▸ **WHAT NEEDS TO BE DONE**
Which lines below hold the word "main"? Report each one.

Stored items
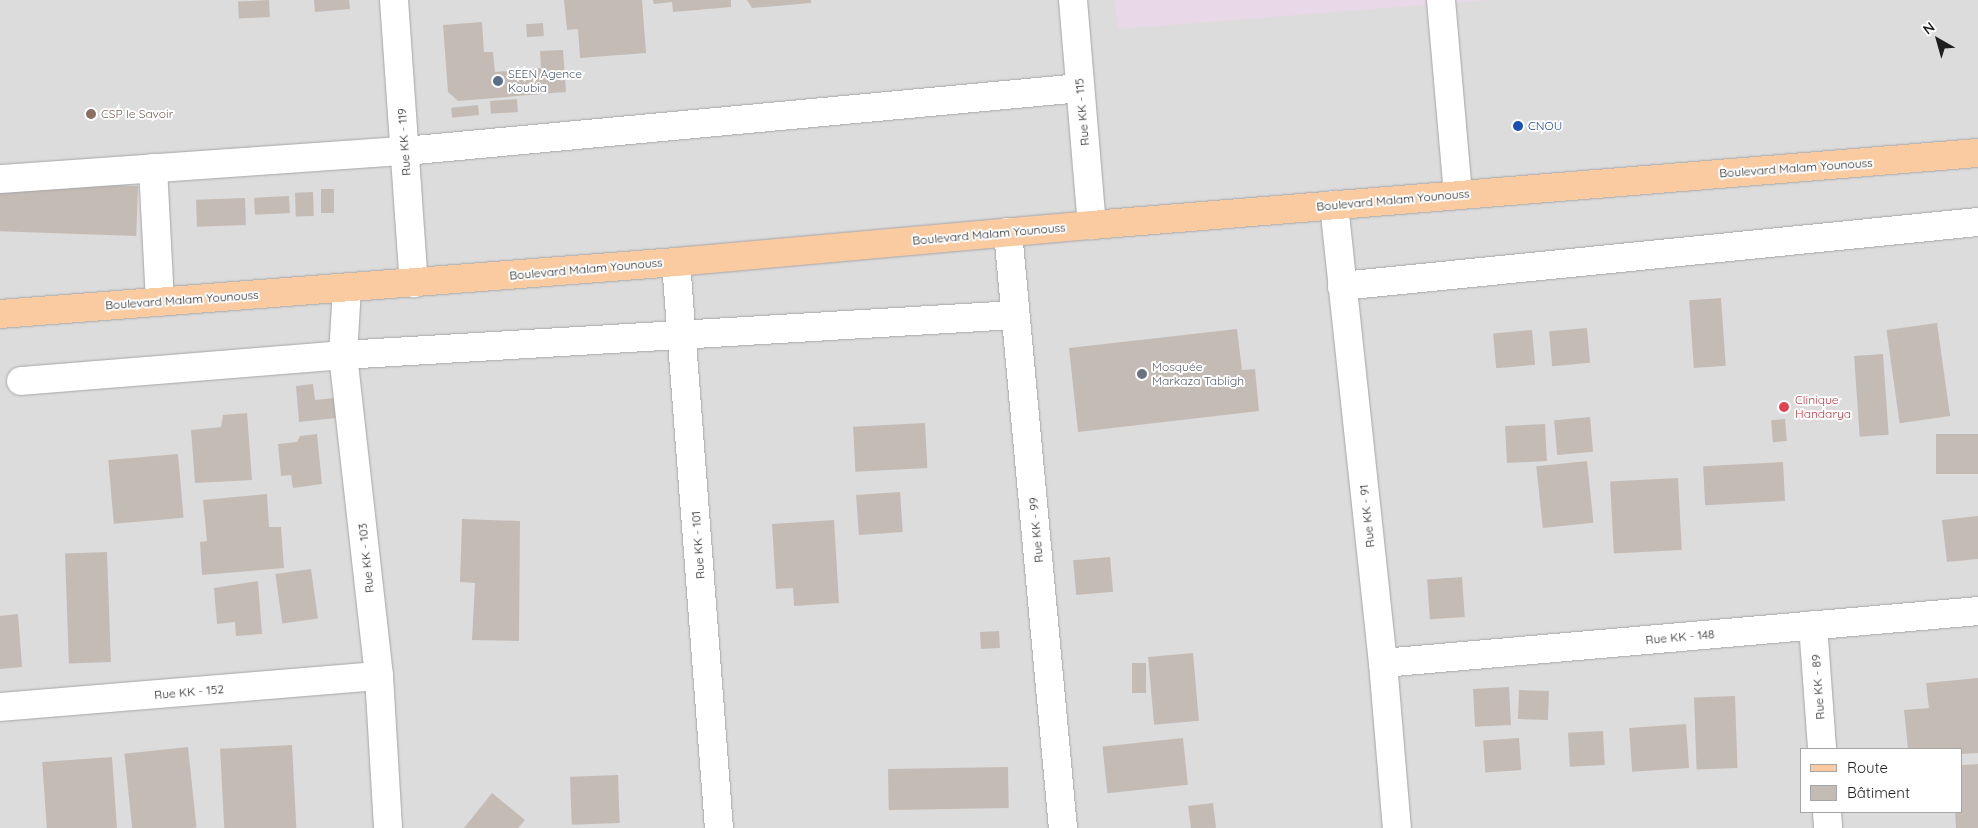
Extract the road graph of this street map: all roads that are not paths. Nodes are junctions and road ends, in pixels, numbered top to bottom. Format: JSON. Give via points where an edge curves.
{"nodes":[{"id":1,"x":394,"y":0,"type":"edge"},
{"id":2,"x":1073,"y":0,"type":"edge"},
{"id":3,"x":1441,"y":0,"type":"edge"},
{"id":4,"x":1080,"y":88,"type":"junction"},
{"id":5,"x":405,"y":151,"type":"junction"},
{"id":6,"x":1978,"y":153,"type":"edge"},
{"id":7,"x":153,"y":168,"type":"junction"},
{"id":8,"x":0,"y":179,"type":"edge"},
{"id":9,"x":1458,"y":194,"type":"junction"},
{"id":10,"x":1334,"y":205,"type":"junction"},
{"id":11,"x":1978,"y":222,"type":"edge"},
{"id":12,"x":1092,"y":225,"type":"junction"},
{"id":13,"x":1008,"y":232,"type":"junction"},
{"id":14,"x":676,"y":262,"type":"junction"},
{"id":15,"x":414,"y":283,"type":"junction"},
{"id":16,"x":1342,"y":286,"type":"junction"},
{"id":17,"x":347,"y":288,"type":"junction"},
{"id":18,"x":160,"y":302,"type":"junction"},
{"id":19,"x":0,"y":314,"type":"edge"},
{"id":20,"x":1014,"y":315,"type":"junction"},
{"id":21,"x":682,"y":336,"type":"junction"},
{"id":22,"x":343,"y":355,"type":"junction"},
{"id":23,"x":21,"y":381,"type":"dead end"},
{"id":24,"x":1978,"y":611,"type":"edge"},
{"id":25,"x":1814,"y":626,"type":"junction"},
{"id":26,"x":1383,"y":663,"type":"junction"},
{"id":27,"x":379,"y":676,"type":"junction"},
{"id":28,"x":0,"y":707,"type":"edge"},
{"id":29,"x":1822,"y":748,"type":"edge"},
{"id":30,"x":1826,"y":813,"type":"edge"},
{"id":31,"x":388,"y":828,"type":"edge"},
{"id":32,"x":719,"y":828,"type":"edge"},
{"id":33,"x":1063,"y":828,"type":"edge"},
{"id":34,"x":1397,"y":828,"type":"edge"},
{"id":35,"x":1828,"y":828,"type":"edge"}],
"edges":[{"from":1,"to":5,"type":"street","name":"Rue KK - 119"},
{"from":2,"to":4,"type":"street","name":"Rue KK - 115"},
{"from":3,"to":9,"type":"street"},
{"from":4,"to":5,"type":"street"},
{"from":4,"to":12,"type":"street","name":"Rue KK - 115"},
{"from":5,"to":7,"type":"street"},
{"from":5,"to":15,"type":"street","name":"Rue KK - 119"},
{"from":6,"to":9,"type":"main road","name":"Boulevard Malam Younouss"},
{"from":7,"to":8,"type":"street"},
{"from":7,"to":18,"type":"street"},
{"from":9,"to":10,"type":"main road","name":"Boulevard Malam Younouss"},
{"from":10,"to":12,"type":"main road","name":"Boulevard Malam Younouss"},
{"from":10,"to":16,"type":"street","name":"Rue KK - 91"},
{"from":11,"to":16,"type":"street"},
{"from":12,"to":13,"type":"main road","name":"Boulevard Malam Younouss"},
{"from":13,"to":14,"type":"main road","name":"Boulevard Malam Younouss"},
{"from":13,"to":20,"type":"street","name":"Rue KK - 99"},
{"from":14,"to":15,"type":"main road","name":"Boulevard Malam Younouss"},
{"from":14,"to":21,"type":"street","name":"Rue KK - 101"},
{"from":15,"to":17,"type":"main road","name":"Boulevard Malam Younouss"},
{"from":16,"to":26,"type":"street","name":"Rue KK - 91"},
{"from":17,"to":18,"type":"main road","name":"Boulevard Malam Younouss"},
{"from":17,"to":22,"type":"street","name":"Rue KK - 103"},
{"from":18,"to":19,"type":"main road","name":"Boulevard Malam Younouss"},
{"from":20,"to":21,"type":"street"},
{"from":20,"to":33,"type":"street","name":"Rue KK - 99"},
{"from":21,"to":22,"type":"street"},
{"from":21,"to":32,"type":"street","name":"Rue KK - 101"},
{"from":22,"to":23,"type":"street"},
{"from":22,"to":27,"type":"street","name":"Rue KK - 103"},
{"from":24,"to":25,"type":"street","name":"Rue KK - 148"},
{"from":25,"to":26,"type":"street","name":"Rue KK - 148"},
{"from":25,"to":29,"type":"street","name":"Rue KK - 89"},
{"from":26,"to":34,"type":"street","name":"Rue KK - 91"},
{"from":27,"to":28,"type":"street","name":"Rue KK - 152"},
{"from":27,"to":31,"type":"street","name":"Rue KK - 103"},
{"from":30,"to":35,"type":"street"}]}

▸ **TASK OUTPUT**
{"from":6,"to":9,"type":"main road","name":"Boulevard Malam Younouss"},
{"from":9,"to":10,"type":"main road","name":"Boulevard Malam Younouss"},
{"from":10,"to":12,"type":"main road","name":"Boulevard Malam Younouss"},
{"from":12,"to":13,"type":"main road","name":"Boulevard Malam Younouss"},
{"from":13,"to":14,"type":"main road","name":"Boulevard Malam Younouss"},
{"from":14,"to":15,"type":"main road","name":"Boulevard Malam Younouss"},
{"from":15,"to":17,"type":"main road","name":"Boulevard Malam Younouss"},
{"from":17,"to":18,"type":"main road","name":"Boulevard Malam Younouss"},
{"from":18,"to":19,"type":"main road","name":"Boulevard Malam Younouss"},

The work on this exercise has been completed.